The caller ID on Brian Fleming's cell phone surprised the Mountain Pointe boys basketball coach.
Jalen Brown was too busy scoring 21 touchdowns and snagging four interceptions to take the time for a phone call.
"He knew we were short on players and he called to say they were on their way home from Tucson," Fleming said with astonishment in his tone. "He said they had their jerseys and they could help out. It was crazy.
"They beat Chaparral by 17 (in the Desert Hoop Classic on Friday, June 3), drove down Friday night to Tucson for the U of A (Arizona) passing camp on that Saturday and he scored something like 17 touchdowns. He wanted to come back and help the basketball team. I told him to go home and get some rest."
Brown, the extremely talented sophomore-to-be at Mountain Pointe, is one of several players trying to balance responsibilities for both the football and basketball programs during the summer months.
While the demand falls on several players, none of them have Brown's potential. He already has three college offers (Arizona, Arizona State and Yale) for football and the wide receiver/defensive back isn't done growing at 6 foot and 173 pounds.
Most believe he could get the same type of attention in hoops if that was the direction - although he definitely is rawer in basketball - he chose to go.
Decisions he makes now - what camps does he attends, how much time does he spend with each sport, etc. - will shape his next three years of his high school athletic career.
It's a vital time for a very special athlete. One that can be overwhelming, stifling and exhausting if not handled correctly.
"At first it was tough," Brown said. "We got it figured out and it has gone a lot smoother. I can do both and not take away from the other."
Mountain Pointe football coach Norris Vaughan and Fleming made sure to coordinator their separate schedules to accommodate all of the players that play both sports.
"We didn't have too many conflicts but Norris and I sat down to figure it out," Fleming said. "It is really important that kids branch out and play as many sports as they can. We encourage that at Mountain Pointe. Of the 36 kids in the basketball program I think 18 of them played two or three sports. How do you know what sport you are going to be great at early on?
"I can't tell you how many times I have had kids come up to me after their senior year and tell me they wished they stuck with basketball. I just shake my head and laugh."

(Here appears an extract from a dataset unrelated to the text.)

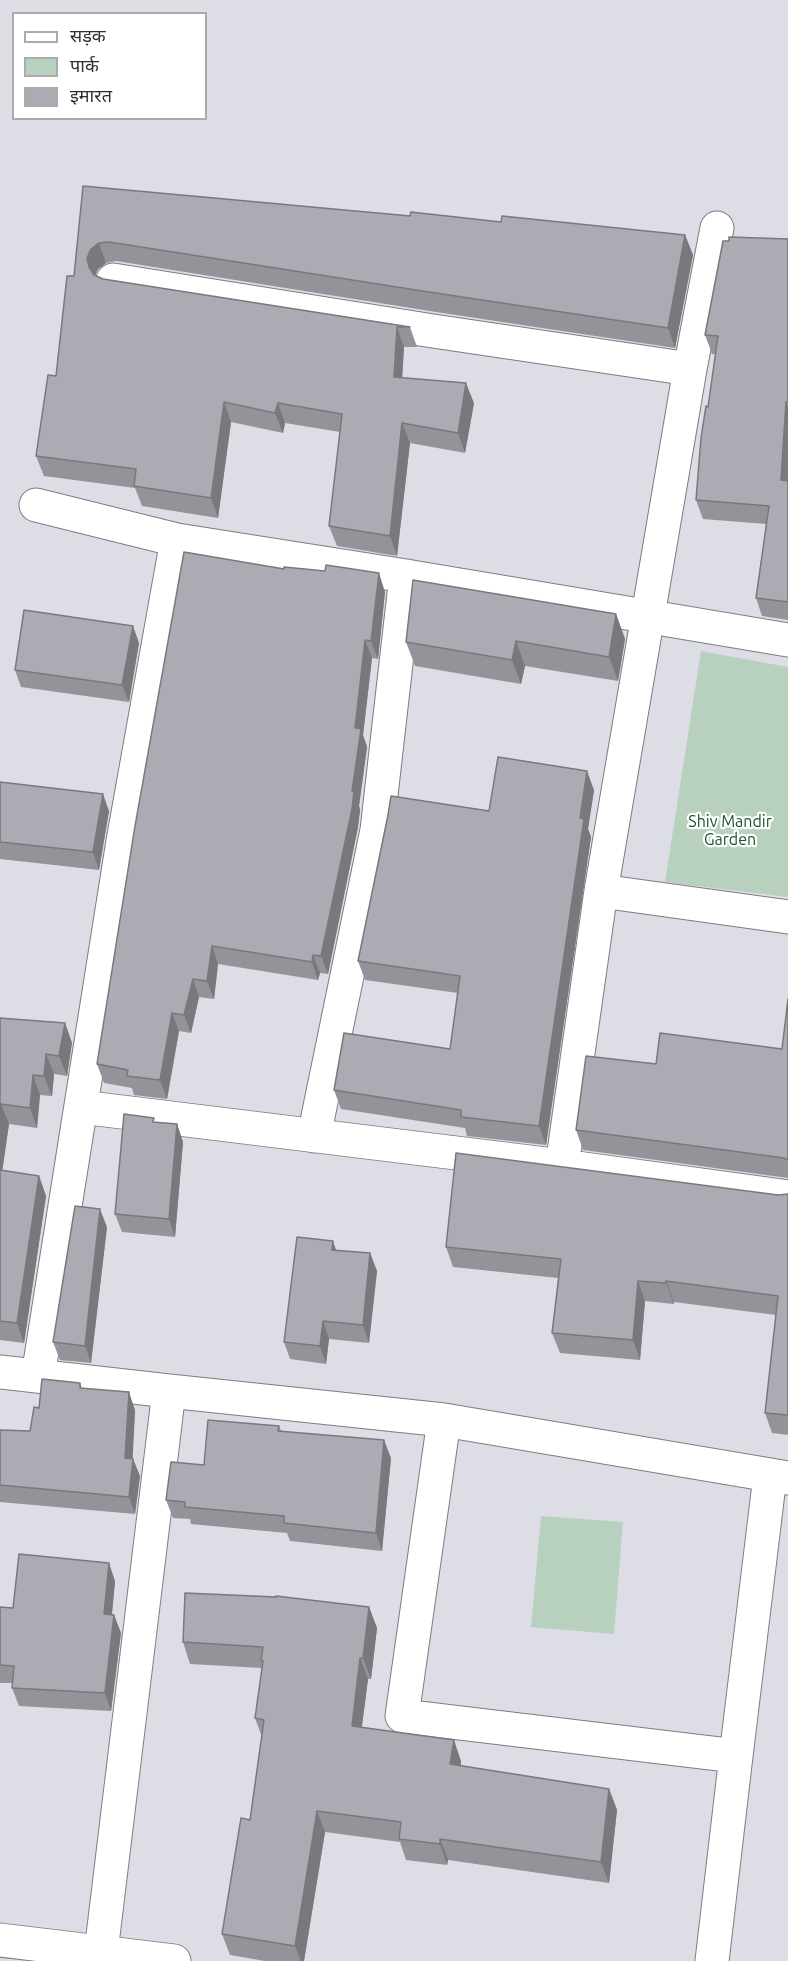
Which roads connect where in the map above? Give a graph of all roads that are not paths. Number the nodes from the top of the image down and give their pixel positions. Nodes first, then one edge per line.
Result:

With Brown, who scored 21 touchdowns and had four interceptions (in seven games) at the U of A camp and was offered in person (as was Pride lineman Kenny Lacy) by Wildcat coach Mike Stoops, there won't be any regret as he already set the foundation for success.
He has been competing at an elite level, traveling to out-of-state camps and tournaments, for a handful of years so a basic guideline has been in place.
There might be alterations along the way, but Brown, with the help of his mom, Sarah Barnes, has the luxury of youth.
"I just love to compete," he said. "I guess it can be a lot, but I wouldn't have it any other way. I am part of both teams. I have responsibilities to both of them and I do what I can to make sure I'm part of everything they do."
Barnes has a handle on all of it and promises there is plenty of time for her son to be a 15-year-old.
"He does have time to rest and hang with his friends in between and manages to nap a lot and still get in his fair share of video games, Facebook, mall and girls," she wrote in an email. "He just saw two movies (last) weekend so it seems like all sports all the time but he enjoys it, and he still has time for fun and friends."
The schedule cranks up even more soon as travel starts becoming involved when the high school summer season for high school basketball ends.
Brown then starts playing as a guard for Arizona Magic Elite, which plays in several national tournaments in California and Las Vegas, and is considered one of the premier club teams in Arizona.
He then has to balance AAU ball with attending invitation-only football camps like Top 100 West camp/combine for National Underclassmen Combine in California on Friday, July 8 and the National Top Prospect camp in Oklahoma July 23-24.
It's what has become expected of top flight athletes who are trying to be seen by top 10 programs.
Most eventually settle on one sport, but Brown has carved out a scenario where he'll make it work for both sports.
And if anyone can keep up the pace it is Brown and he is certain to prove it.
"Jalen has so many opportunities in front of him and he could play either one in college," Fleming said. "Maybe he'll be a two-sport guy at the next level. He is one of those freaky athletes who as the maturity to pull something like that off.
"The workload is a lot but, I tell you what, nothing seems to be too much for this kid."